Originale, ironico, doloroso, liberatorio, profondo, adrenalinico. Sono solo alcuni aggettivi i quali è possibile descrivere un film brillante come Whiplash


Il regista statunitense Damien Chazelle parte dal proprio vissuto per articolare (a soli 29 anni) una storia degna di Scorsese. Miles Teller interpreta il giovane Andrew, un talentuoso batterista jazz che, dopo l’ammissione al prestigioso conservatorio di Manhattan, prova a fare vanamente colpo sullo spietato direttore d’orchestra Fletcher (un impareggiabile J.K.Simmons). Oltre a istigare i propri studenti alla competizione più sfrenata, l’insegnante usa la paura come motivazione ricattatoria e violenta. Andrew dimostrerà la tenacia e l’ambizione di pochi ma, nonostante sia pronto a versare il sangue sulla sua batteria, il percorso verso l’eccellenza si rivelerà più arduo del previsto. Il nome del film è infatti dovuto alla nota composizione di Hank Levy del 1972 che diventa quasi l’incubo del giovane musicista. Quando Andrew si libera finalmente dalla paura di Fletcher e sprigiona la sua rabbia, il suono della sua batteria sembra esplodere nelle nostre orecchie e far vibrare le corde più delicate del nostro animo.

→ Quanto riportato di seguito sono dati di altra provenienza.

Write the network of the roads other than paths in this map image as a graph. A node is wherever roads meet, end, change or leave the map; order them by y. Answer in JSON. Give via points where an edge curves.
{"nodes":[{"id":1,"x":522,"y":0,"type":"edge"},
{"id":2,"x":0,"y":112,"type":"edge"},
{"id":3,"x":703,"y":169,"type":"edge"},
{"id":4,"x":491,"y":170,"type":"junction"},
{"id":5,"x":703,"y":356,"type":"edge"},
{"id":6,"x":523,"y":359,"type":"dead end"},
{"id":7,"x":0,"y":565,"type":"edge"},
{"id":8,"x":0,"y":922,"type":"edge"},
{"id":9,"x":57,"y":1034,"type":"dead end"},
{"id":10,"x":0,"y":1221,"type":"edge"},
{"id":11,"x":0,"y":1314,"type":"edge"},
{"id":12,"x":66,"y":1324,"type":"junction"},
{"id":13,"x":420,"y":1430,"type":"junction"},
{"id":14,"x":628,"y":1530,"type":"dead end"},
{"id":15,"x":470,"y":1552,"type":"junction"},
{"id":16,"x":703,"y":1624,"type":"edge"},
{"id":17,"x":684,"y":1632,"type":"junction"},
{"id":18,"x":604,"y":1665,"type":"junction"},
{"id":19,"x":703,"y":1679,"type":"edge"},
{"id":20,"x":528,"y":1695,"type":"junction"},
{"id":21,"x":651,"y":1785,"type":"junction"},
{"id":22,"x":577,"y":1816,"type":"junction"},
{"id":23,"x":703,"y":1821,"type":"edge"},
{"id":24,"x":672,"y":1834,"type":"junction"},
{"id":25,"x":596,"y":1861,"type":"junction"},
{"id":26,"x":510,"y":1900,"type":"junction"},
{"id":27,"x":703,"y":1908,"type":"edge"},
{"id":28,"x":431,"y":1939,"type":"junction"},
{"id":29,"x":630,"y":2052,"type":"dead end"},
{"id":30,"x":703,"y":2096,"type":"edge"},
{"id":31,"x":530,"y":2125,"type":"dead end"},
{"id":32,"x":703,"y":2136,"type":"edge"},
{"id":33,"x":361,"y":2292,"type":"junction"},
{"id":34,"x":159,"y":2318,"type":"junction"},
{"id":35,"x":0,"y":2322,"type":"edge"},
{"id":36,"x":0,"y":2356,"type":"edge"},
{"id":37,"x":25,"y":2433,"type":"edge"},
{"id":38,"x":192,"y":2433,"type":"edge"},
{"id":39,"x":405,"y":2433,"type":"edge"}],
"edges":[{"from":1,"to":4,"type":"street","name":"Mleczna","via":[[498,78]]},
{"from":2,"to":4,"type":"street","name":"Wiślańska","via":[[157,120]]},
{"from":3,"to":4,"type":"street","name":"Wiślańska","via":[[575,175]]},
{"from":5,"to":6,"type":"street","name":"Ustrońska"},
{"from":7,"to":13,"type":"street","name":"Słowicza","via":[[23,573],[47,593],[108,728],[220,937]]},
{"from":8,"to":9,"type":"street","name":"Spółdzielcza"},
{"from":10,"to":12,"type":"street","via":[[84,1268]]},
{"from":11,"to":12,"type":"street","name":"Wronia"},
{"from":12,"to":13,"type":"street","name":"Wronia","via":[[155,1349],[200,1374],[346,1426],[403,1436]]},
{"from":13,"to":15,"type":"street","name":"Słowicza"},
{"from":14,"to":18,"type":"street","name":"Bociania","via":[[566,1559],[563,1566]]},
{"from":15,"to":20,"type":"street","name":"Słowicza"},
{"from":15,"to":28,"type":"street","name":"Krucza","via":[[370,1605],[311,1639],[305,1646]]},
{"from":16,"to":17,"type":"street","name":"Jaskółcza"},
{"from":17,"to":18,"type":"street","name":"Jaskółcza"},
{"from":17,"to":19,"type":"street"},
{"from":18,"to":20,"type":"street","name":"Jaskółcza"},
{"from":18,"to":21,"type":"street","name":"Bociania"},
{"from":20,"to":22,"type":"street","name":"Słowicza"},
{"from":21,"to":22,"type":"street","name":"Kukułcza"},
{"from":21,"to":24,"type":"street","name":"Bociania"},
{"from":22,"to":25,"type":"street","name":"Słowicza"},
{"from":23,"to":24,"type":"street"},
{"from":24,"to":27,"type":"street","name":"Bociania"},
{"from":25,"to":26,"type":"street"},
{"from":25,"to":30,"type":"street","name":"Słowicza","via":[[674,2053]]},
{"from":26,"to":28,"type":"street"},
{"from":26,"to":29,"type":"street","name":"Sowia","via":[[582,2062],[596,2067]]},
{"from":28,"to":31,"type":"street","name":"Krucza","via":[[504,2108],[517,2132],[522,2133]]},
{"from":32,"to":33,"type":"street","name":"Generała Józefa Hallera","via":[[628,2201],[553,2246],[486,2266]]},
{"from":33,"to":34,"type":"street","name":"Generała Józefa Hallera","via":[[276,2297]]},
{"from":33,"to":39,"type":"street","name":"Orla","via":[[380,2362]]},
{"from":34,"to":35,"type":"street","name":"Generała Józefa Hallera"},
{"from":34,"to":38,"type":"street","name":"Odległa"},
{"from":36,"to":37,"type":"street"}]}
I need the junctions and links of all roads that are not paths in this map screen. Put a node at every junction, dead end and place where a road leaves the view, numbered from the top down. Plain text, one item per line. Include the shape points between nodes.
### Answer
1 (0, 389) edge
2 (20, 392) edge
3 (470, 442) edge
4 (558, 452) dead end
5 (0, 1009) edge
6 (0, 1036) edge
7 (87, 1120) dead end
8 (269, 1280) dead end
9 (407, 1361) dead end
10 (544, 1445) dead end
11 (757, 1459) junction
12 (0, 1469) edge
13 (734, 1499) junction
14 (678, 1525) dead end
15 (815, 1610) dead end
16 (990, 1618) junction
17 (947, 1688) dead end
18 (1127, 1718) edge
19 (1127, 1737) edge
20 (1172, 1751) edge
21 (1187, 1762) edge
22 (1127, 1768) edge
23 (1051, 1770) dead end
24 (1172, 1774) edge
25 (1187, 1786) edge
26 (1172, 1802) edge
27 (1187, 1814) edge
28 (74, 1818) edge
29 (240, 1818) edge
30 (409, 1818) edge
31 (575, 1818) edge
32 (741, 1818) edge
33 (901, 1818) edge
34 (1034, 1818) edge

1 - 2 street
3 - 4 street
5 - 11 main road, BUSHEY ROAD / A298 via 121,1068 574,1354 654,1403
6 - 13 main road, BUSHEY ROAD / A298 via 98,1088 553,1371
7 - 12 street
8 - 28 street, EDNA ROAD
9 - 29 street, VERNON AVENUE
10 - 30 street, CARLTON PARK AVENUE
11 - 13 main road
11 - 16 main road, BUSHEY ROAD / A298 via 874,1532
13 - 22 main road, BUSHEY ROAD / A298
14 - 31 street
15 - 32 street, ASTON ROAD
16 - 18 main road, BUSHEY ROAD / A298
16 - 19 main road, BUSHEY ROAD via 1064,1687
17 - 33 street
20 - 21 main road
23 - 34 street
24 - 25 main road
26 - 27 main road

 Director Damien Chazelle and actor J.K. Simmons
Director Damien Chazelle and actor J.K. Simmons

Dopo l’apertura del Sundance Film Festival a gennaio, Whiplash ha fatto il pieno di applausi al London Film Festival dopo è stata proiettata l’anteprima europea. Il film sembra già in odore di Oscar ma se anche (molto probabilmente) non dovesse fare incetta di premi, Whiplash è destinato a rimanere a lungo nella memoria degli spettatori. Il merito di tutto ciò è chiaramente ascrivibile a Chazelle, alla sua appassionante sceneggiatura e a degli interpreti di livello. Lo spettatore è quasi ipnotizzato dal confronto tra Andrew e Fletcher tifando incondizionatamente per il successo del primo, che si attende in maniera palpitante.

Miles Teller and J.K. Simmons in WHIPLASH.
Miles Teller and J.K. Simmons in WHIPLASH.

Whiplash è chiaramente un originale e trepidante romanzo di formazione raccontato attraverso i sogni, la passione e la tenacia di Andrew ma anche il dolore, la rabbia, la frustrazione e la paura causati da Fletcher. Miles Teller è protagonista di una performance mozzafiato che lo consacra come uno degli attori più promettenti della sua generazione mentre il veterano Simmons fa libero sfoggio della sua classe e del suo carisma.

Whiplash

In un mondo dove inseguire i propri sogni è un privilegio riservato a pochi, fa quasi strano assistere al miracolo di un ragazzo pronto a sacrificare tutto (amici, fidanzata, padre) pur di raggiungere i propri obiettivi, spingersi oltre i propri limiti e sfidare con audacia un professore che ce la mette tutta per affossare lui e le sue ambizioni.

Quello di Chazelle è inoltre, per sua stessa ammissione, un sofisticato omaggio all’età del jazz e a quell’integrità artistica che faceva dei musicisti delle icone, se non proprio delle celebrità. L’Andrew di Whiplash è un Toro Scatenato alla batteria, un Billy Elliot ancora in attesa del volo verso la gloria, bloccato in Un Attimo Fuggente senza tempo.

Realizzato in soli 19 giorni di riprese e un budget non superiore ai tre milioni di dollari, questo film è l’ennesima conferma dei livelli di eccellenza che sta raggiungendo l’industria cinematografica indipendente americana, che sempre più spesso surclassa la blasonata Hollywood.